Однако, к чести моих педагогов, все эти мои антисоветские заявления не имели для меня никаких последствий. Моих родителей из-за этого даже ни разу не вызывали в школу (зато их туда иногда вызывали из-за моих неполитизированных проступков). А что мы увидели в некоторых регионах России сейчас — в период, когда наша жизнь является в сотни раз более свободной, чем это было во времена СССР? Мы увидели, как некоторые представители школьных администраций ведут себя в духе худших советских репрессивных традиций.
«Вот это ваше волеизъявление играет сейчас против вас. Потому что под удар подставлены ваши родители… Это значит, что вы реально сейчас можете стоять под угрозой изъятия из семьи, потому что ваши родители из-за ваших необдуманных действий не выполняют своих обязанностей» — подобные методы борьбы с «идеологической заразой Навального» не просто недопустимы. Они еще как минимум аморальны. И я был очень рад узнать, что в Кремле мыслят аналогичным образом. Как заверил меня собеседник из ближайшего окружения Путина, каждый подобный случай имел своим результатом «взбучку, которую соответствующему губернатору устроило федеральное руководство».
Естественно, вышесказанное вовсе не значит, что у юных сторонников Навального есть моральное или политическое право нарушать закон. Такого права нет — или по меньшей мере не должно быть — ни у кого. Вышесказанное значит, что, выстраивая свою линию в отношении молодых сторонников Навального, власть должна пройти по очень тонкой грани. Жестокость и нарушение гражданских прав — это неприемлемо. Но попытки заигрывания, попытки играть в поддавки, попытки закрыть глаза на нарушение закона — это тоже неприемлемо. Ставшая уже крылатой фраза «они же дети!» не должна быть индульгенцией на вседозволенность.
«У того, кто в шестнадцать лет не был либералом, нет сердца. У того, кто не стал консерватором к шестидесяти, нет головы», — сказал некогда знаменитый британский политик XIX века Бенджамен Дизраэли. Замените в этом выражении сильно поменявшее свое значение за два века слово «либерал» на более точное — «радикал», и вы получите рецепт успеха Навального в подростковой среде. Но то, что сработало для Навального, точно не сработает для его оппонентов — не только для власти, но и для всех тех, кто не хочет превращения российских городов в арену уличных сражений демонстрантов и полиции.
Сторонникам поступательного и эволюционного пути развития России нужен принципиально иной рецепт нахождения общего языка с недовольными из числа молодых граждан страны. И у меня даже есть подозрение, как именно такой рецепт может выглядеть. Говоря о недовольных текущим положением дел в более старших российских возрастных группах, Валерий Федоров обронил фразу: «Люди среднего возраста требуют от власти серьезного, рационального, взрослого разговора». Мне кажется, что то же самое относится и к более младшим российским поколениям.
Формула «партия сказала надо — комсомол ответил есть» больше не работает и работать не будет.
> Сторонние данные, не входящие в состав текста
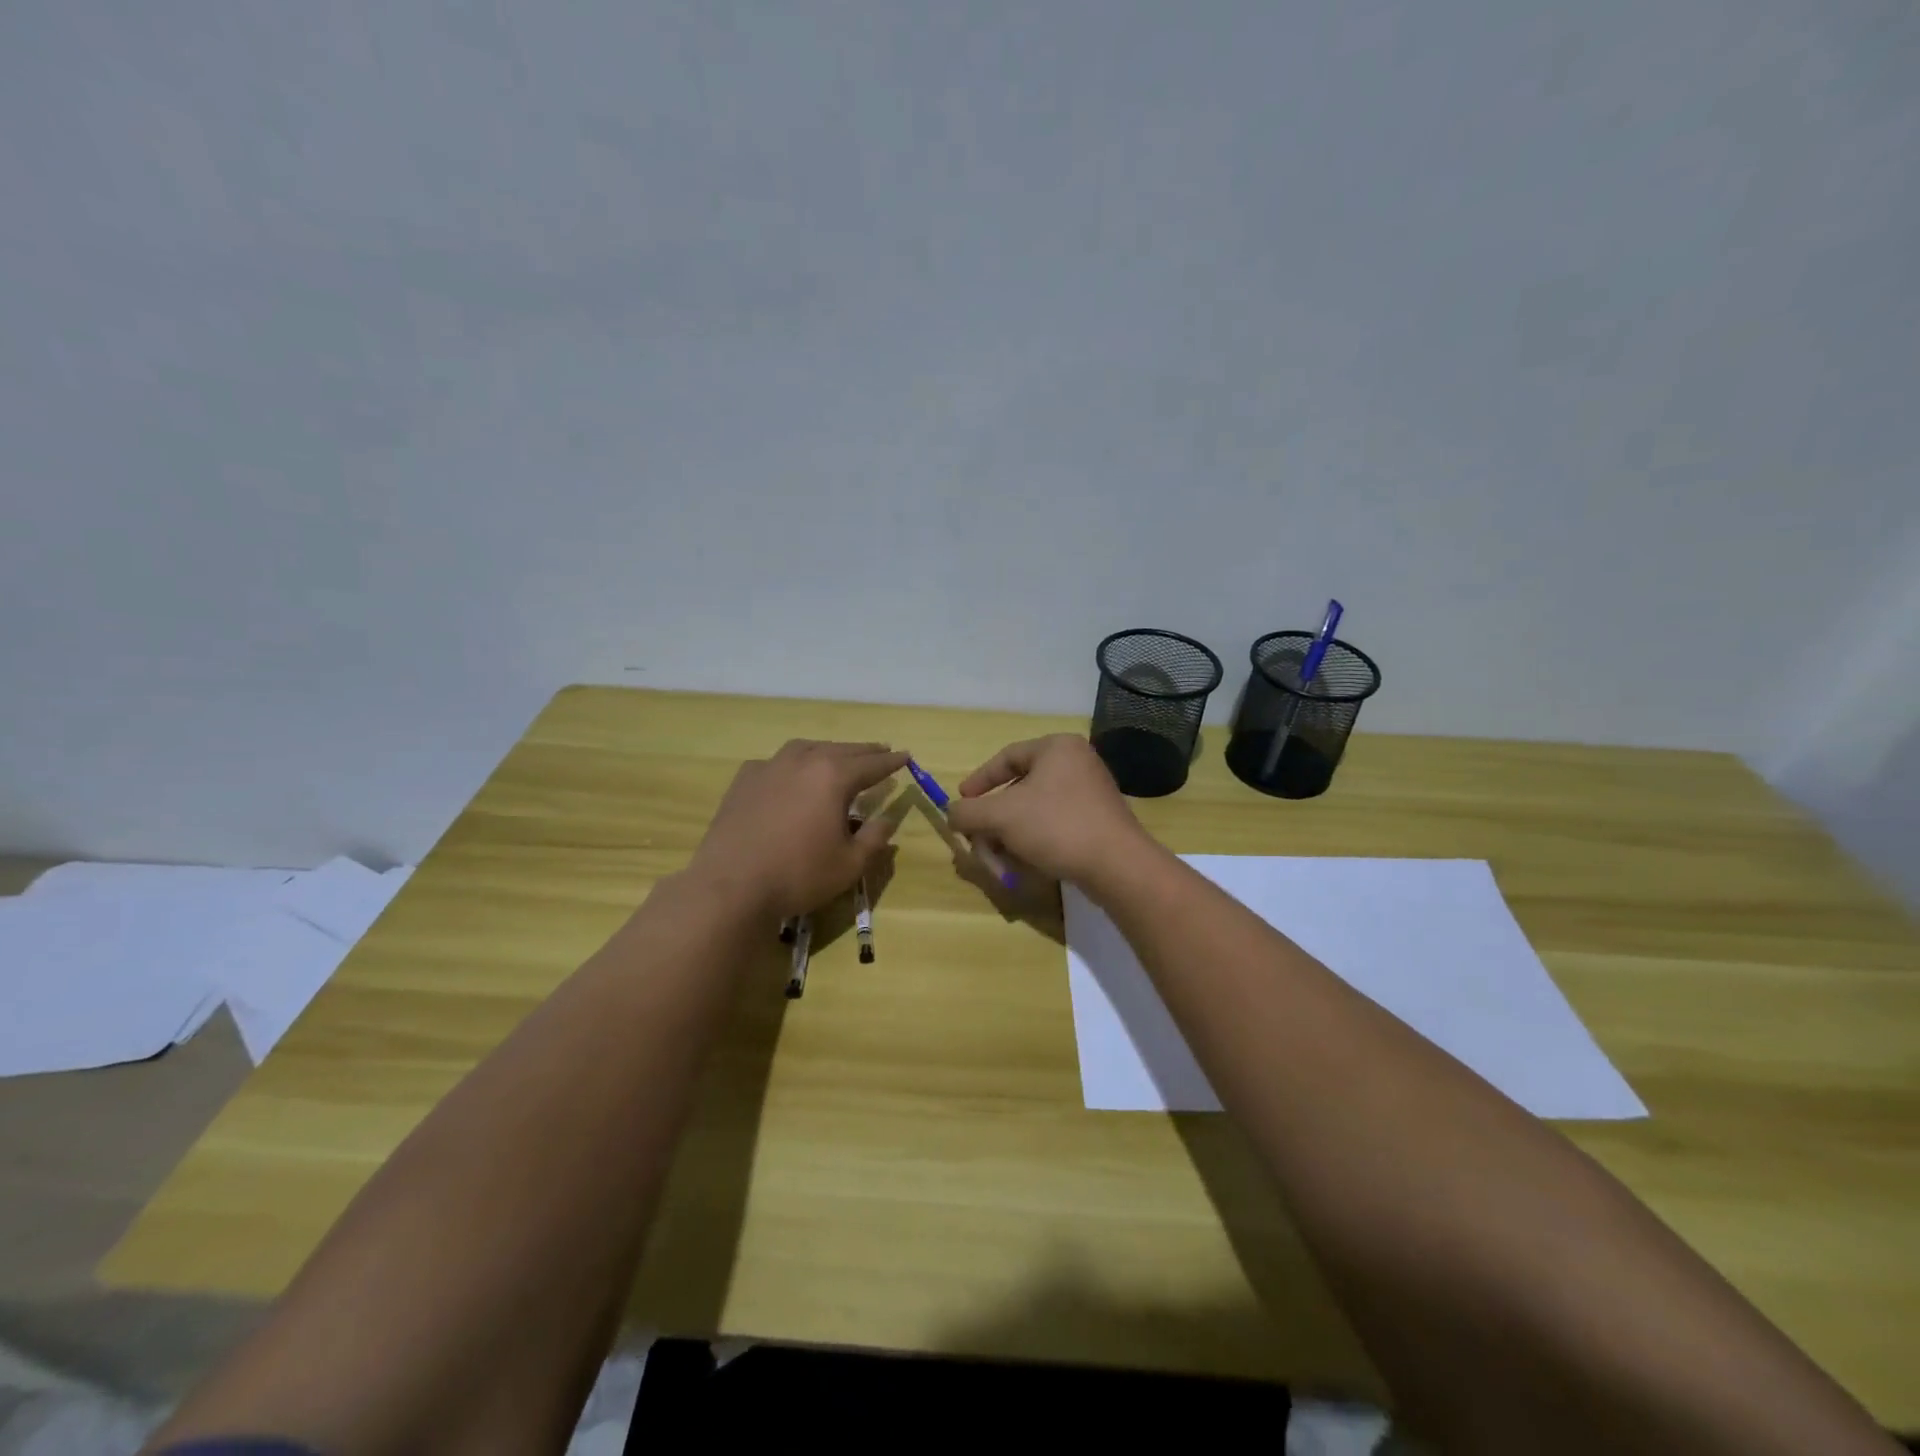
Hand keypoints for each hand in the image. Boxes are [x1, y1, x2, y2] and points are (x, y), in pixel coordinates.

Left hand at [687, 740, 906, 920]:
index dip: (891, 761)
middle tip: (881, 750)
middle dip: (864, 751)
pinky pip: (776, 762)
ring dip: (828, 750)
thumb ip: (874, 838)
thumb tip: (888, 819)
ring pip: (806, 749)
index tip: (906, 756)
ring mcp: (769, 767)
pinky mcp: (744, 780)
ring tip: (839, 756)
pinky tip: (791, 775)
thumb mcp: (849, 864)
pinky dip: (793, 763)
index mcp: (833, 776)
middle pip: (841, 750)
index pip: (871, 764)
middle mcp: (802, 761)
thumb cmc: (799, 875)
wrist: (731, 885)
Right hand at [945, 735, 1151, 885]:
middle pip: (1019, 788)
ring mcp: (1090, 792)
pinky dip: (1034, 842)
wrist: (1117, 865)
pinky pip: (1055, 825)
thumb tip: (952, 814)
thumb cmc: (1056, 826)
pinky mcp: (1098, 820)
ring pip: (1035, 811)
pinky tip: (1025, 866)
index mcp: (1056, 748)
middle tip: (979, 842)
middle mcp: (1076, 762)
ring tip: (1000, 862)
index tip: (962, 804)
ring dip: (1010, 836)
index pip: (1006, 757)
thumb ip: (968, 812)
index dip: (979, 781)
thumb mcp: (1001, 816)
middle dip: (993, 820)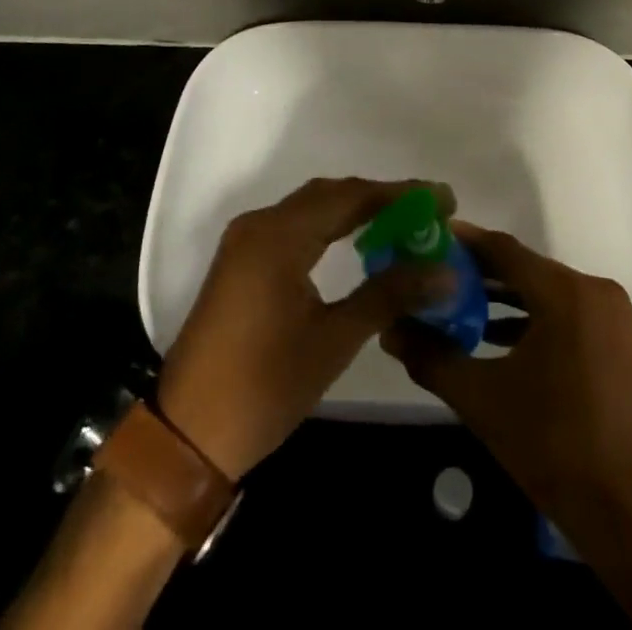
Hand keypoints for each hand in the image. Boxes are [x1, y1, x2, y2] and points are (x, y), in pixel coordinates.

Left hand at [157, 177, 453, 480]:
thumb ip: (389, 295)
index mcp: (278, 236)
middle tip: (427, 211)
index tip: (443, 198)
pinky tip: (357, 242)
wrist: (186, 436)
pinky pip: (294, 226)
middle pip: (330, 195)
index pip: (350, 197)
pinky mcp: (242, 260)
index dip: (399, 194)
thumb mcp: (333, 340)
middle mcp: (259, 225)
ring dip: (356, 210)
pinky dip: (330, 227)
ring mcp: (246, 241)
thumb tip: (445, 272)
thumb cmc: (263, 387)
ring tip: (403, 223)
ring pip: (311, 209)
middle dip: (381, 199)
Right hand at [381, 222, 631, 534]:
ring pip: (544, 289)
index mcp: (566, 293)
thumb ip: (432, 356)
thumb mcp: (481, 398)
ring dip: (503, 295)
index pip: (504, 250)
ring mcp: (609, 314)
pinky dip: (530, 316)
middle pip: (525, 267)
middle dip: (479, 272)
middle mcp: (593, 290)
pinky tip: (492, 333)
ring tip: (455, 301)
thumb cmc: (550, 445)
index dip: (464, 243)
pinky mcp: (615, 337)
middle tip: (434, 272)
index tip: (428, 238)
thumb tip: (389, 329)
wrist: (621, 509)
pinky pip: (563, 310)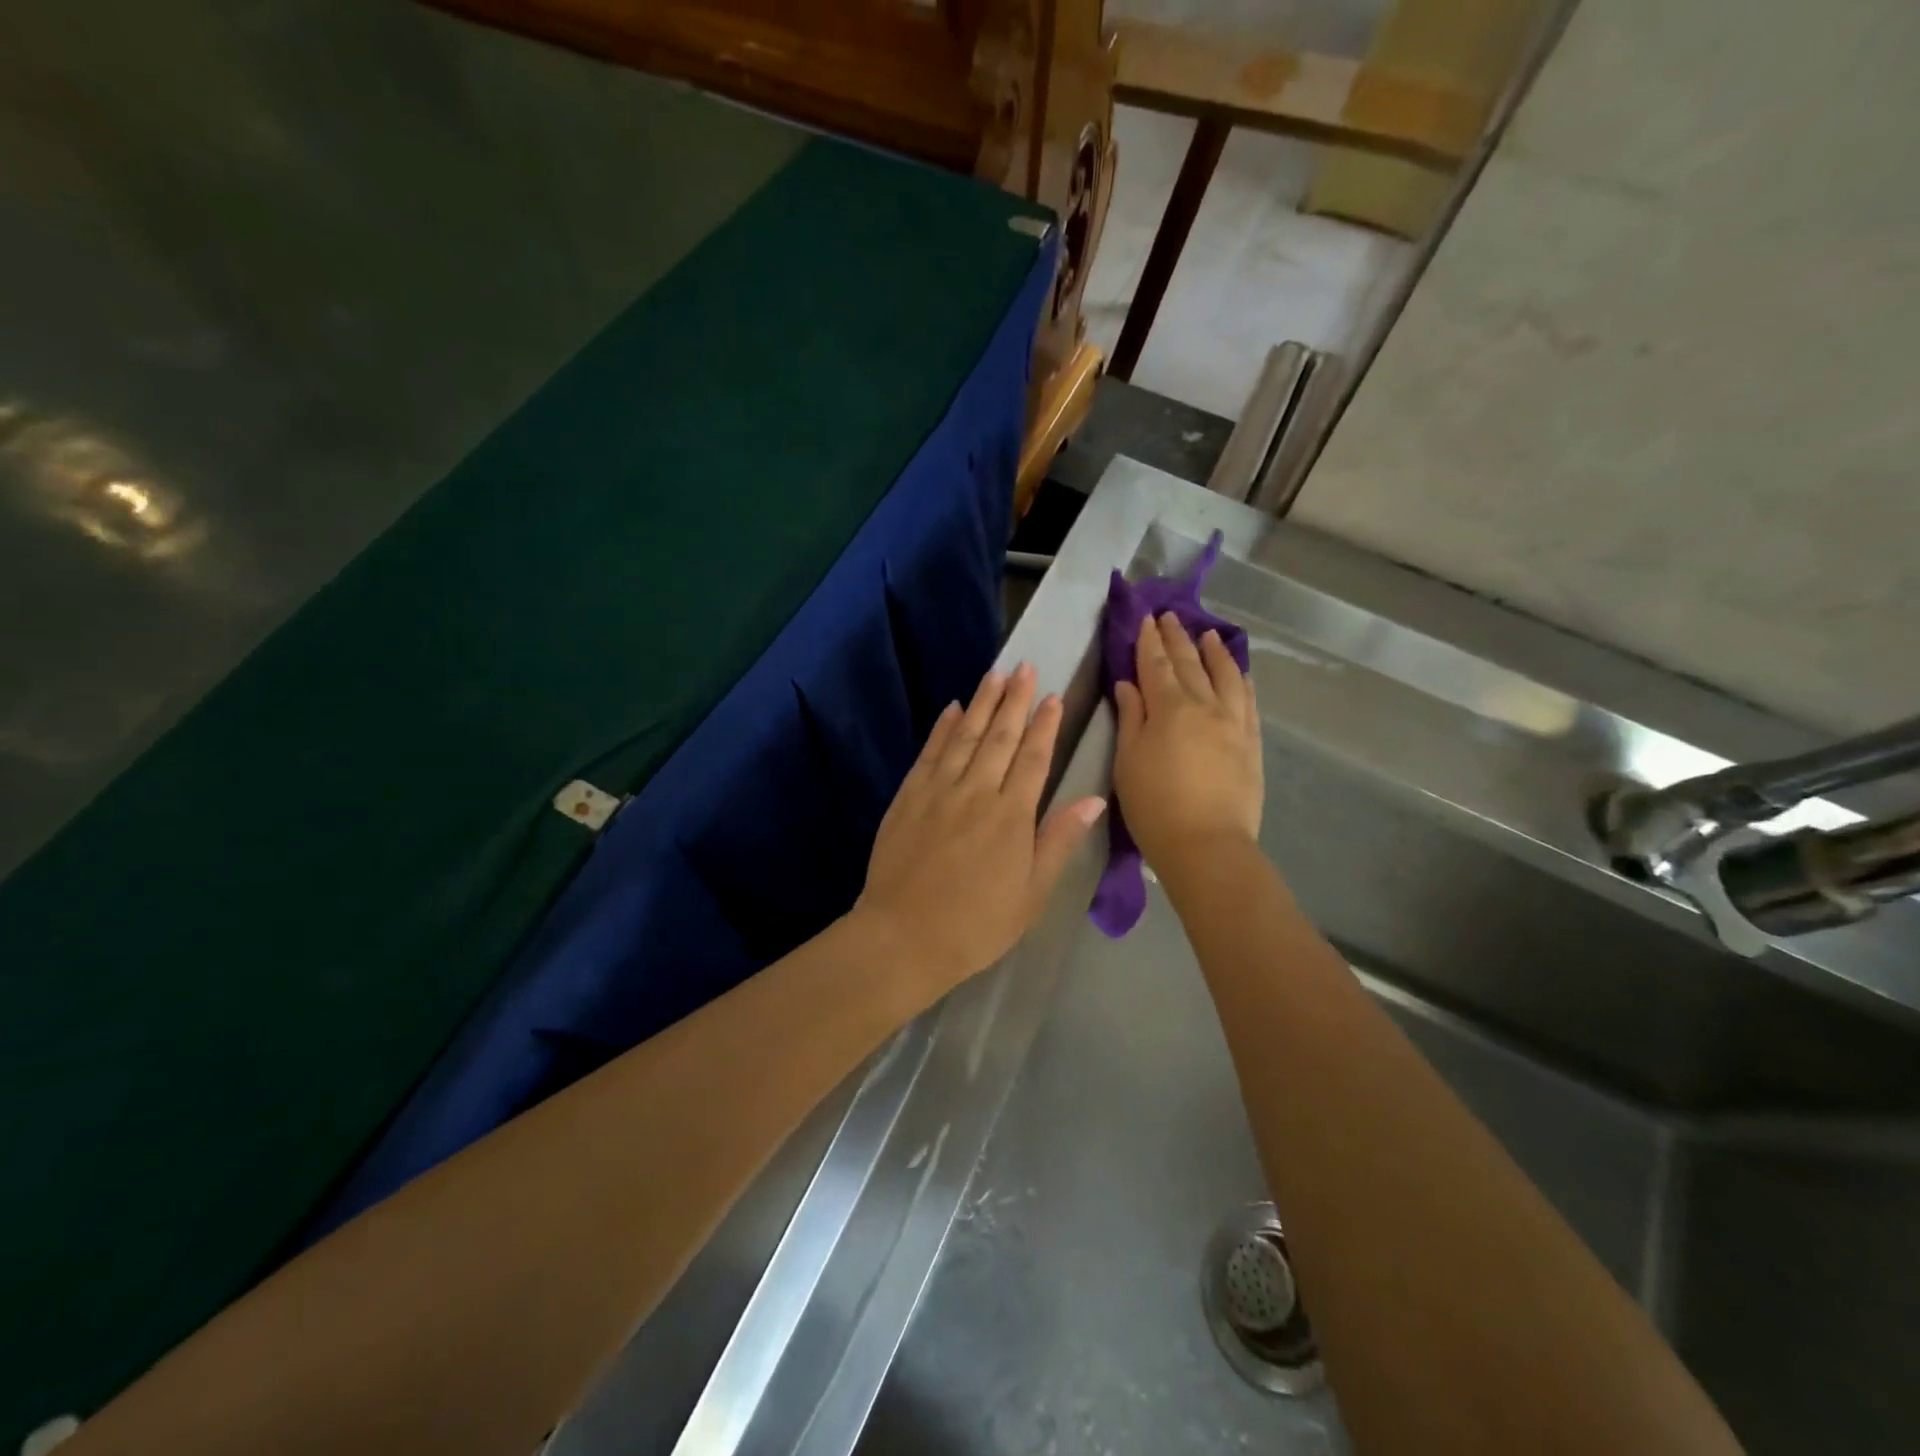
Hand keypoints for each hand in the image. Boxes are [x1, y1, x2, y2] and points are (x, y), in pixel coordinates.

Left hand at [852, 663, 1106, 999]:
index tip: (1053, 696)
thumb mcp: (1031, 894)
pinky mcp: (908, 797)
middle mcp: (976, 792)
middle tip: (1024, 667)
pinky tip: (952, 709)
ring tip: (995, 674)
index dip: (1044, 725)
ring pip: (965, 736)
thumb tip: (1092, 800)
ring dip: (982, 704)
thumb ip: (1058, 841)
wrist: (903, 936)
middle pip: (1000, 737)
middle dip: (1014, 700)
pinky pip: (929, 753)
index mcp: (1011, 815)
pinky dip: (942, 729)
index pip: (1033, 758)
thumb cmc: (977, 924)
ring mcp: (938, 791)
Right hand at [1113, 613, 1261, 869]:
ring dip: (1214, 651)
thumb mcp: (1128, 762)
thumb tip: (1129, 684)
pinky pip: (1248, 700)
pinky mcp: (1251, 742)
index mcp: (1169, 708)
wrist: (1207, 845)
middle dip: (1177, 638)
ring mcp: (1233, 722)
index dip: (1149, 641)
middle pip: (1190, 664)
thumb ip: (1131, 718)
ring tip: (1208, 634)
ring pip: (1225, 675)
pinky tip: (1239, 672)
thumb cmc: (1154, 806)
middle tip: (1170, 616)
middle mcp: (1205, 705)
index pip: (1156, 665)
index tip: (1146, 619)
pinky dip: (1241, 680)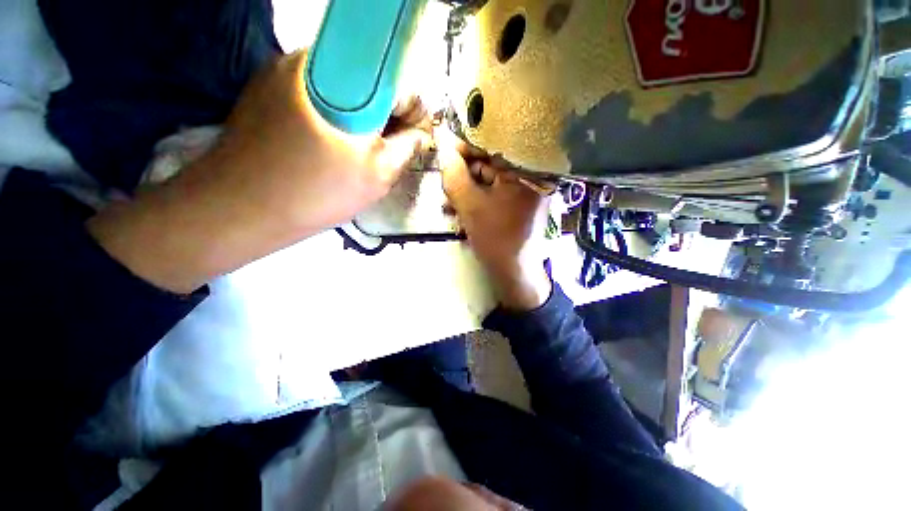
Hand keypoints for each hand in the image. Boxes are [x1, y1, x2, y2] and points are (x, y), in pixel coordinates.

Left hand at [87, 50, 431, 293]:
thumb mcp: (378, 174)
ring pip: (344, 89)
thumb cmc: (318, 192)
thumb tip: (421, 134)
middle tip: (390, 151)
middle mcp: (312, 60)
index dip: (412, 112)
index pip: (397, 80)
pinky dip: (336, 118)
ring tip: (362, 154)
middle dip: (388, 117)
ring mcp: (284, 72)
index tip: (414, 141)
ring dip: (362, 119)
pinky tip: (333, 148)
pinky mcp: (267, 89)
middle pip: (369, 80)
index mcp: (345, 77)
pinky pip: (319, 96)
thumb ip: (408, 148)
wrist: (240, 208)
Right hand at [437, 130, 551, 310]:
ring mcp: (527, 192)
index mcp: (527, 170)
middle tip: (445, 185)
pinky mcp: (520, 205)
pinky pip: (495, 195)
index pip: (493, 146)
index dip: (465, 146)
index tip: (444, 148)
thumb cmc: (496, 238)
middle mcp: (532, 176)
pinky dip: (477, 201)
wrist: (515, 273)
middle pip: (490, 165)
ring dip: (466, 192)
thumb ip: (454, 175)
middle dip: (463, 176)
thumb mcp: (470, 206)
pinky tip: (460, 213)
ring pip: (490, 182)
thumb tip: (443, 147)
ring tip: (448, 206)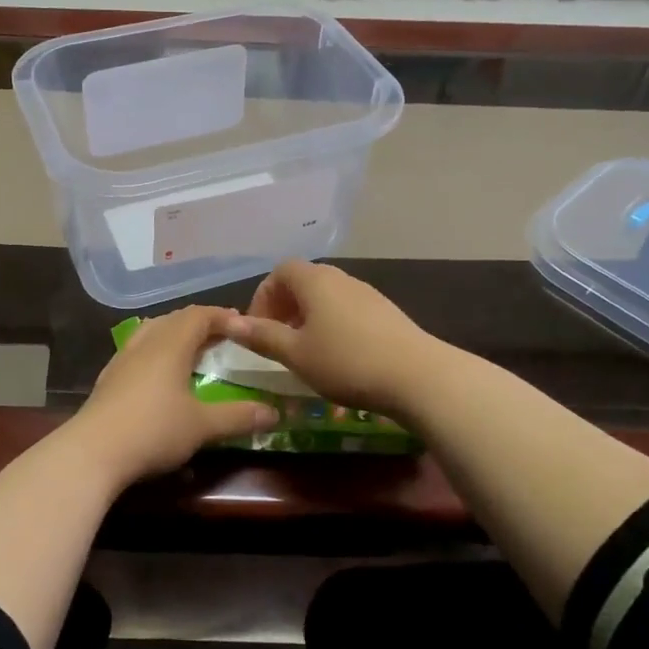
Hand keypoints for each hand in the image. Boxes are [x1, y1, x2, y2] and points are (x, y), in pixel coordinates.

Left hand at [68, 305, 278, 488]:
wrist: (92, 452)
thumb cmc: (153, 430)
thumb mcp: (202, 426)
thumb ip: (239, 416)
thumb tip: (274, 413)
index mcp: (171, 344)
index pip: (200, 315)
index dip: (223, 316)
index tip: (245, 326)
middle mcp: (146, 342)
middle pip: (175, 319)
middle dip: (201, 323)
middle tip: (224, 337)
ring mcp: (122, 358)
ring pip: (153, 332)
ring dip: (176, 335)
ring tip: (194, 351)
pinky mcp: (109, 378)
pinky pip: (139, 350)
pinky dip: (157, 352)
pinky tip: (161, 375)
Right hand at [225, 261, 438, 419]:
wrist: (418, 376)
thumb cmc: (346, 361)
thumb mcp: (296, 353)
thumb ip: (262, 336)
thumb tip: (231, 323)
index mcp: (314, 280)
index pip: (279, 272)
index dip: (263, 297)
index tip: (257, 329)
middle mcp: (340, 278)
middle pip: (303, 282)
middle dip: (284, 308)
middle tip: (276, 341)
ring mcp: (367, 293)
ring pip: (326, 297)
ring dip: (308, 318)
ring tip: (304, 352)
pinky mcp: (386, 312)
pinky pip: (347, 310)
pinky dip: (331, 325)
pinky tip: (337, 356)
Прокремлевские движения вроде «Наших» были закрыты не просто так. Власть убедилась, что подобные организации не приносят реальной пользы, но зато приносят вполне реальный вред. Политика — это в очень немалой степени «наука убеждать». И такой искушенный «слуга народа», как Владимир Путин, похоже, чувствует это на уровне инстинктов. По моим данным, участившиеся масштабные встречи ВВП с юными гражданами России — это вовсе не инициатива путинских советников из кремлевской администрации. Инициатор всех этих встреч — лично президент. Путин не хочет терять эмоциональный контакт с «путинским народом» — молодым поколением россиян. ВВП понимает: в конечном итоге именно «путинский народ» определит судьбу политического наследия Путина.